By Vinay Sethi, Head of Market Development for Global Tax, Thomson Reuters (India)
The GST council has held multiple meetings and has finalized its recommendations on almost all the issues during the course of the last year. In its recent meeting, it has also resolved the issue of compensation to states for any loss of revenue. With this, we have moved closer to GST implementation, which may be rolled out from July 2017.
GST promises to change the way India does business and give a major fillip to the Indian economy. While new tax regime will be a big boost for Indian corporations, its implementation is being seen as a challenge. After the GST is rolled out, a crucial factor in ensuring its smooth implementation will be a robust technology infrastructure.
GST is a destination and consumption based tax which means that the state where the goods or services are finally consumed will receive the taxes. At present, the indirect tax structure is quite complex which levies varied taxes on one particular good/service depending upon factors such as manufacturing, selling, movement etc. GST is going to replace most of these indirect taxes levied by central and state government for goods and services creating a common market and reducing cascading effect of tax drastically.
However, many questions still remain unanswered such as ‘How will GST be implemented?’ ‘How will the government action a smooth transition to GST?’ ‘How will business processes change after GST?’ ‘How will the Government ensure smooth compliance on an ongoing basis?’ ‘How robust will be the reconciliation process?’

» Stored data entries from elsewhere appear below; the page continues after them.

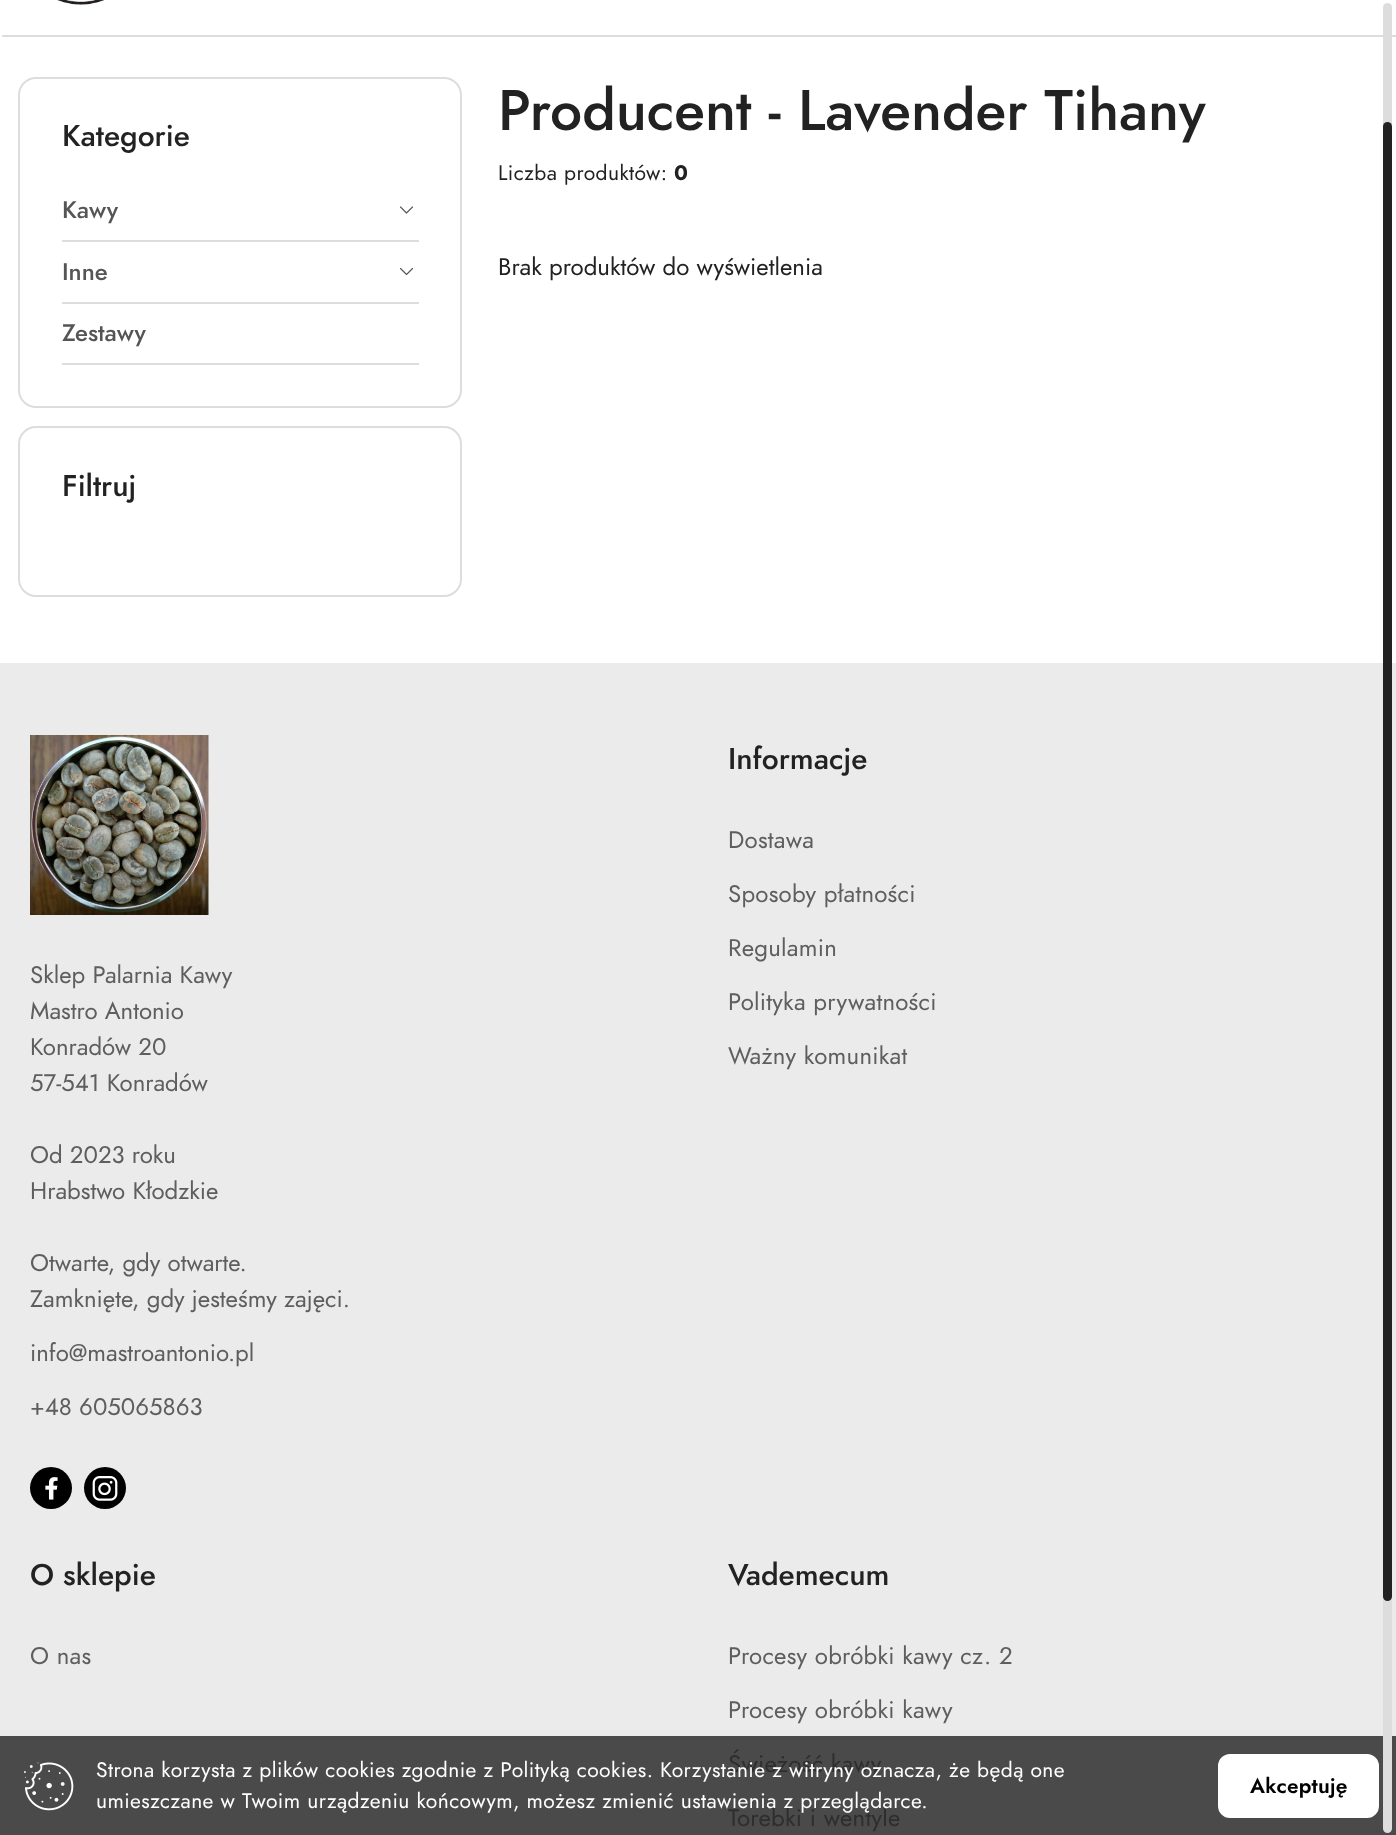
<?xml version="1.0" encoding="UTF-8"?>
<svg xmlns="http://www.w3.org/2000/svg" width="1396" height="1835">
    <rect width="100%" height="100%" fill="#FFFFFF"/>
    <image x="57" y="0" width="47" height="5" href="img_01.png"/>
    <rect x="2" y="35" width="1394" height="2" fill="#DDDDDD"/>
    <rect x="19" y="78" width="442" height="329" rx="17" fill="none" stroke="#DDDDDD" stroke-width="2"/>
    <text x="62" y="146" font-family="Jost" font-size="30" font-weight="500" fill="#222222">Kategorie</text>
    <rect x="62" y="240" width="357" height="2" fill="#DDDDDD"/>
    <text x="62" y="218" font-family="Jost" font-size="24" font-weight="500" fill="#555555">Kawy</text>
    <image x="400" y="206" width="13" height="8" href="img_02.png"/>
    <rect x="62" y="302" width="357" height="2" fill="#DDDDDD"/>
    <text x="62" y="280" font-family="Jost" font-size="24" font-weight="500" fill="#555555">Inne</text>
    <image x="399" y="267" width="15" height="9" href="img_03.png"/>
    <rect x="62" y="363" width="357" height="2" fill="#DDDDDD"/>
    <text x="62" y="341" font-family="Jost" font-size="24" font-weight="500" fill="#555555">Zestawy</text>
    <rect x="19" y="427" width="442" height="169" rx="17" fill="none" stroke="#DDDDDD" stroke-width="2"/>
    <text x="62" y="496" font-family="Jost" font-size="30" font-weight="500" fill="#222222">Filtruj</text>
    <text x="498" y="130" font-family="Jost" font-size="57" font-weight="500" fill="#222222">Producent - Lavender Tihany</text>
    <text x="498" y="180" font-family="Jost" font-size="21" letter-spacing="0.42" fill="#222222">Liczba produktów:</text>
    <text x="674" y="180" font-family="Jost" font-size="21" font-weight="700" letter-spacing="0.42" fill="#222222">0</text>
    <text x="498" y="275" font-family="Jost" font-size="24" fill="#222222">Brak produktów do wyświetlenia</text>
    <rect x="0" y="663" width="1396" height="1073" fill="#EBEBEB"/>
    <rect x="0" y="1736" width="1396" height="99" fill="#4A4A4A"/>
    <text x="728" y="769" font-family="Jost" font-size="30" font-weight="500" fill="#222222">Informacje</text>
    <text x="728" y="848" font-family="Jost" font-size="24" letter-spacing="0.25" fill="#5E5E5E">Dostawa</text>
    <text x="728" y="902" font-family="Jost" font-size="24" letter-spacing="0.25" fill="#5E5E5E">Sposoby płatności</text>
    <text x="728" y="956" font-family="Jost" font-size="24" letter-spacing="0.25" fill="#5E5E5E">Regulamin</text>
    <text x="728" y="1010" font-family="Jost" font-size="24" letter-spacing="0.25" fill="#5E5E5E">Polityka prywatności</text>
    <text x="728" y="1064" font-family="Jost" font-size="24" letter-spacing="0.25" fill="#5E5E5E">Ważny komunikat</text>
    <image x="30" y="735" width="179" height="180" href="img_04.png"/>
    <text font-family="Jost" font-size="24" fill="#5E5E5E">
        <tspan x="30" y="983">Sklep Palarnia Kawy</tspan>
        <tspan x="30" y="1019">Mastro Antonio</tspan>
        <tspan x="30" y="1055">Konradów 20</tspan>
        <tspan x="30" y="1091">57-541 Konradów</tspan>
    </text>
    <text font-family="Jost" font-size="24" fill="#5E5E5E">
        <tspan x="30" y="1163">Od 2023 roku</tspan>
        <tspan x="30" y="1199">Hrabstwo Kłodzkie</tspan>
    </text>
    <text font-family="Jost" font-size="24" fill="#5E5E5E">
        <tspan x="30" y="1271">Otwarte, gdy otwarte.</tspan>
        <tspan x="30" y="1307">Zamknięte, gdy jesteśmy zajęci.</tspan>
    </text>
    <text x="30" y="1361" font-family="Jost" font-size="24" fill="#5E5E5E">info@mastroantonio.pl</text>
    <text x="30" y="1415" font-family="Jost" font-size="24" fill="#5E5E5E">+48 605065863</text>
    <circle cx="51" cy="1488" r="21" fill="#000000"/>
    <image x="45" y="1477" width="13" height="23" href="img_05.png"/>
    <circle cx="105" cy="1488" r="21" fill="#000000"/>
    <image x="92" y="1476" width="26" height="25" href="img_06.png"/>
    <text x="30" y="1585" font-family="Jost" font-size="30" font-weight="500" fill="#222222">O sklepie</text>
    <text x="30" y="1664" font-family="Jost" font-size="24" letter-spacing="0.25" fill="#5E5E5E">O nas</text>
    <text x="728" y="1585" font-family="Jost" font-size="30" font-weight="500" fill="#222222">Vademecum</text>
    <text x="728" y="1664" font-family="Jost" font-size="24" letter-spacing="0.25" fill="#5E5E5E">Procesy obróbki kawy cz. 2</text>
    <text x="728" y="1718" font-family="Jost" font-size="24" letter-spacing="0.25" fill="#5E5E5E">Procesy obróbki kawy</text>
    <text x="728" y="1772" font-family="Jost" font-size="24" letter-spacing="0.25" fill="#2E2E2E">Świeżość kawy</text>
    <text x="728" y="1826" font-family="Jost" font-size="24" letter-spacing="0.25" fill="#2E2E2E">Torebki i wentyle</text>
    <image x="24" y="1762" width="50" height="49" href="img_07.png"/>
    <text font-family="Jost" font-size="21" letter-spacing="0.42" fill="#FFFFFF">
        <tspan x="96" y="1777">Strona korzysta z plików cookies zgodnie z Polityką cookies. Korzystanie z witryny oznacza, że będą one</tspan>
        <tspan x="96" y="1808">umieszczane w Twoim urządzeniu końcowym, możesz zmienić ustawienia z przeglądarce.</tspan>
    </text>
    <rect x="1219" y="1755" width="159" height="62" rx="11" fill="#FFFFFF" stroke="#FFFFFF" stroke-width="2"/>
    <text x="1250" y="1793" font-family="Jost" font-size="21" font-weight="600" letter-spacing="0.25" fill="#000000">Akceptuję</text>
    <rect x="1383" y="3" width="9" height="1830" rx="4.5" fill="#DDDDDD"/>
    <rect x="1383" y="122" width="9" height="1479" rx="4.5" fill="#222222"/>
</svg>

Answer to most of these questions lies in deploying the right technology. Technology has always played an important role in ensuring tax compliance across multiple systems. An effective way of ensuring end to end GST transformation would be to deploy right tax technology and infrastructure which takes into account multiple GST requirements catering to varied geographies and businesses.
An efficient tax technology can help address:
Determination of Tax: Companies need to introduce a system which can facilitate calculating right amount of GST and take in account all rules set out by the Government. This is where ‘tax-engines’ - which merge tax content and tax technology play a crucial role. These engines have a central platform which connects all source systems and has inbuilt logic, rules and content which are kept updated to ensure transactions are taxed appropriately.
Compliance: The step that comes after arriving at the correct tax amount is to prepare and file the returns accurately. In GST regime, companies will have to make sure that there are periodic updates/uploads of sales and purchase data with reconciliation for tax payments and credits. There will be a need of reconciliation for both supplier and recipient to bring about transparency and minimize tax evasion. Tax technology can help companies ensure such compliance.
Reporting and Analysis: Tax technology also plays a vital role in providing audit trail of transactions and required reports which are useful in internal analysis and audits.
In India, the transition from the existing indirect tax regime to GST will need a well-built technological infrastructure to help corporations remain tax compliant at all given points in time. Technology can substantially help organizations operating across sectors with different processes and business models, navigate smoothly to GST regime as India looks forward to kicking off a new chapter.
A report released by the World Economic Forum on the Ease of Doing Business Index showed that India’s rankings had improved by 16 places to 39 in 2016, among 138 countries, from 55 last year. GST implementation will help in scaling up India’s rankings in the global competitiveness index even further as technology will take centre stage for successful GST implementation across the country.